She didn’t need the whole story about Ben and the golem. It would only freak her out. Still, she had to know that he was fine with whatever she would tell him. “There’s nothing you can say that I haven’t seen myself. At least a version of it.”
He gave her a minute to absorb that, then said, “Since I saw you last I’ve traveled to England, fought more of those things like Roy, unearthed an ancient book I had buried and nearly been imprisoned under the earth for the rest of eternity.”
She sucked in a shallow breath. “Imprisoned?”
“Wrapped in barbed branches that tore my skin to shreds and dragged me underground. Buried alive.”
“How did you get out?” Her voice was barely above a whisper.
“How did you?”
Bryn backed up to the wall. Her legs bent and she sank to the floor, knees tucked to her chest.
Daire went over and sat beside her. “Tell me what happened.”
“I don’t even know when the first kid went missing. Open cases dated back years, and they didn’t stop. Almost like a lifetime of work. For a while there I thought father and son, maybe. A legacy handed down.” She shook her head. “I didn’t even tell SAIC Kenton that. He would have laughed me out of his office.”
Remy had looked up her entire career. Special Agent In Charge Kenton had retired days after what happened to Bryn came to light. He’d moved to Florida, as though one of his agents being terrorized and traumatized was little more than a blip on the radar of his career.
She spoke softly. “I drove to Lexington in March of last year, booked a hotel and set a meeting with the father of a twelve year old girl. She walked home from school every day, except the day she left school as usual and then just…vanished. The sheriff had no leads. No witnesses. No evidence. The girl didn’t have a phone. No one knew what had happened to her, and her father didn’t even want to talk about the possibilities. It was a waste of a trip, but I had to see where she’d lived. I had to take the same road she’d walked home from school. Safe, every day except that one.”
Daire’s stomach knotted.
“It was weeks after her disappearance, so I didn’t expect to find evidence.”
“What did you find?”
She glanced at him then. “Nothing. And then he found me.”

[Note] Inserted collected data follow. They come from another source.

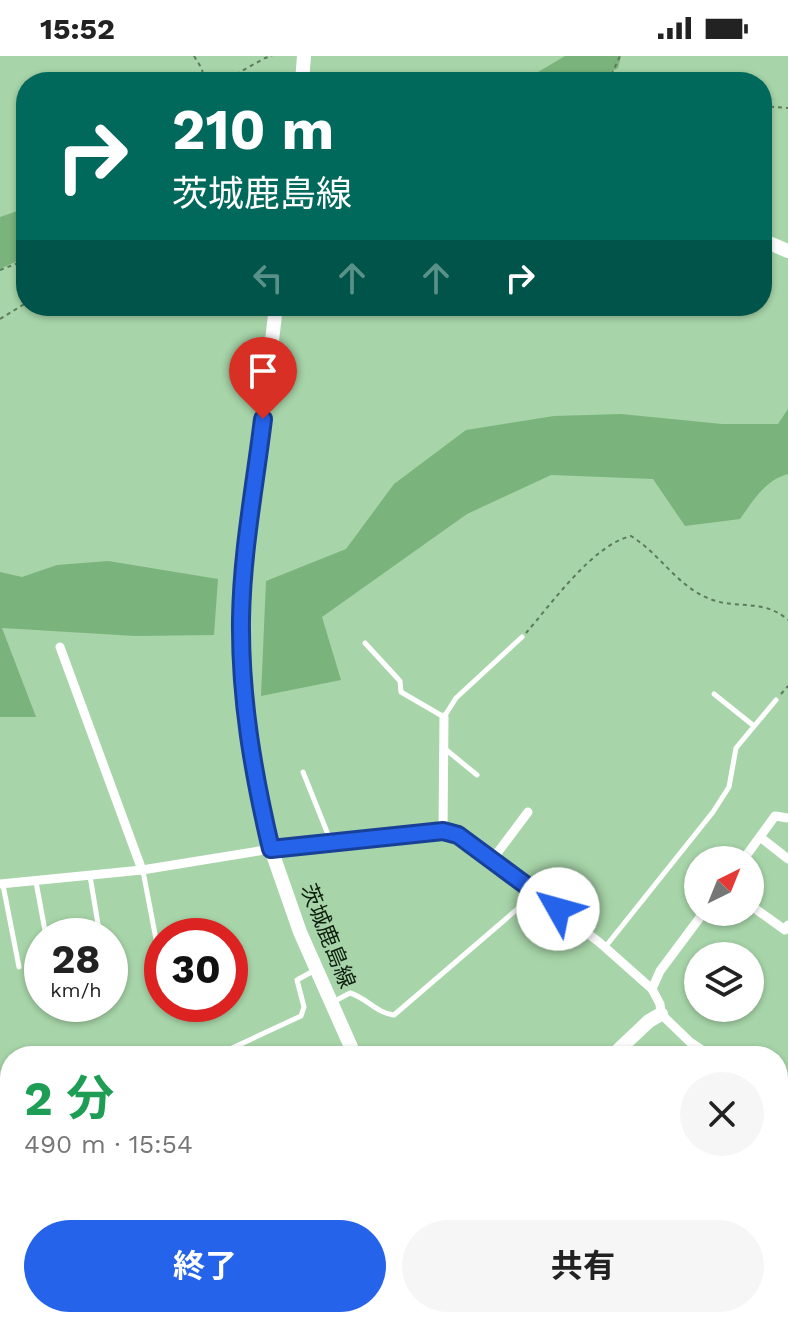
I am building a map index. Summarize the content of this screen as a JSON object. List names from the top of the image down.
{
  "streets": {
    "main road": ["茨城鹿島線"]
  },
  "north": "top right",
  "page": {
    "status": "15:52",
    "turn": ["210 m", "茨城鹿島線"],
    "speed": "28 km/h",
    "limit": "30",
    "heading": ["2 分", "490 m · 15:54"],
    "buttons": ["終了", "共有"]
  }
}
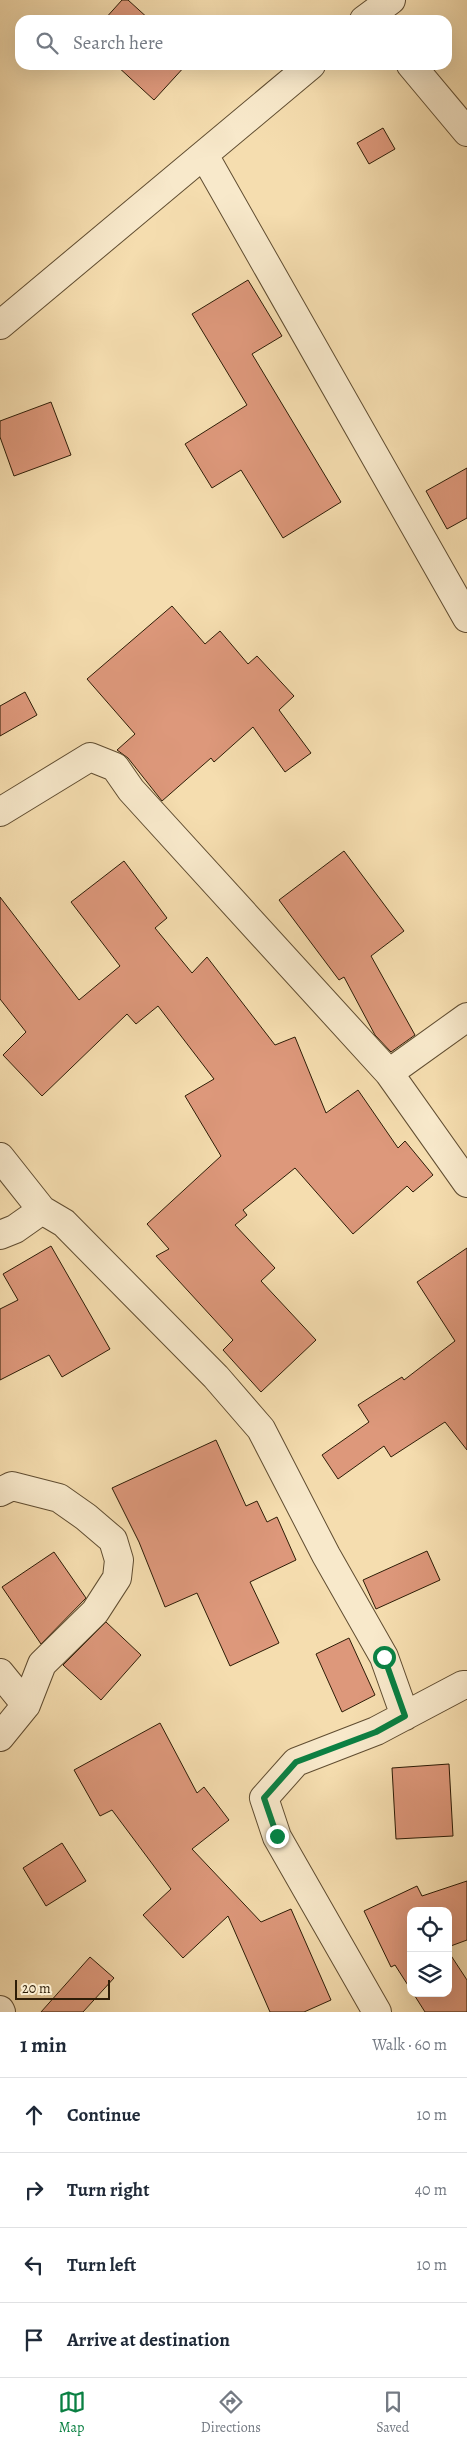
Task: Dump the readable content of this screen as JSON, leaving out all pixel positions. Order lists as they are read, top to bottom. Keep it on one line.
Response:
{"scale_bar":"20 m","page":{"search":"Search here","scale":"20 m","heading":["1 min","Walk · 60 m"],"list":[["Continue","10 m"],["Turn right","40 m"],["Turn left","10 m"],"Arrive at destination"],"nav":["Map","Directions","Saved"]}}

Daire let her take the time she needed to figure out how to explain it. After a few minutes of quiet, she said, “At first it was just a whisper. The trees shifted in the breeze, and I swore I could hear a voice. A man, talking to me. Like in the cave.” She paused a second. “Now I don’t even know if he was ever there, or not. I probably am crazy.”
“What did he say?”
“He sang me a song. A lullaby my mother used to sing, passed down from her mother. No one speaks that language now. I don’t even know what the words mean, but when it was her…it soothed me.” She paused. “His voice sent a shiver down my spine.”
Daire watched the hairs on her forearm lift. “He isn’t here. I am. And I’m not going to let him touch you again.”
“You were there with Roy, and I still got bitten.”
“Because you ran.”
“So it was my fault?”
He’d walked right into that one. “Honestly, yes. You were a fed. You know how much harder it is to protect someone when they don’t follow your instructions.”
“So I’m your protectee? I thought you just wanted information and then you were going to cut me loose.”
“You were Amelia’s guest.”
“And now?” she asked, though likely she already knew the answer to that.
Daire said, “I have to finish this.”
“How noble.” She turned away, an edge to her tone that he heard loud and clear. “I know your type.”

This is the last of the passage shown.